One difficulty with puppy mills is defining a puppy mill --- unfortunately these new laws don't consider the small breeder or the hunter[/b]
Well, of course you know I disagree with you on the need for new laws. Right now in Pa. it's legal to do all kinds of things to dogs : keeping them 24/7 on wire floored cages that mutilate their feet, and that are stacked in dark barns so high that the inspectors can't look into the cages, no temperature or cage size or excersize requirements, euthansia by shooting and drowning, de-barking by shoving a metal pipe down their throats, "surgery" performed to extract pups at birth that is no more than butchery with no anesthesia- Dean, you live here so you know these things are legal in this state.

At least if the law is on the books, there can be an attempt at enforcement- these guys sure aren't going to stop these practices out of altruism.

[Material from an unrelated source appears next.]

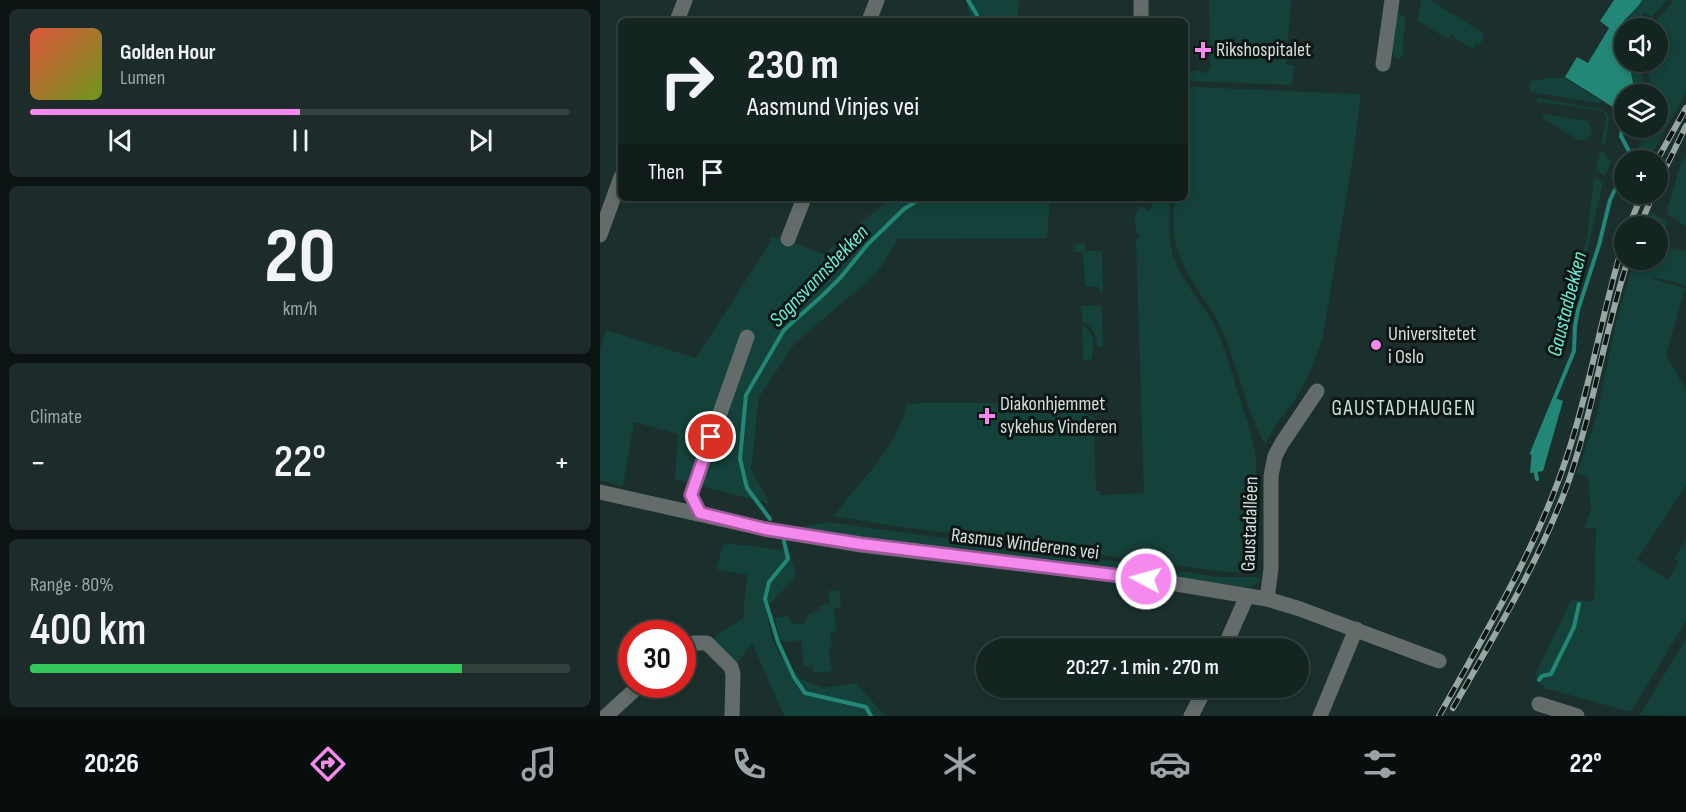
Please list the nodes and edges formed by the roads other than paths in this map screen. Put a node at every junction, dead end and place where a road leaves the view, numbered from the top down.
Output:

As far as enforcement, a big part of this issue for the sporting groups seems to be that it IS being stepped up- I read the post Billy linked to, and it seems that what the poster is terrified of is huge fines for sporting dog owners, having his dogs confiscated- "big brother" coming into his home to persecute him- these things are just not going to happen, but it's hard to argue with such raw fear-

None of us 'whack jobs' (quote from the Gibble post) want to hurt the sporting groups.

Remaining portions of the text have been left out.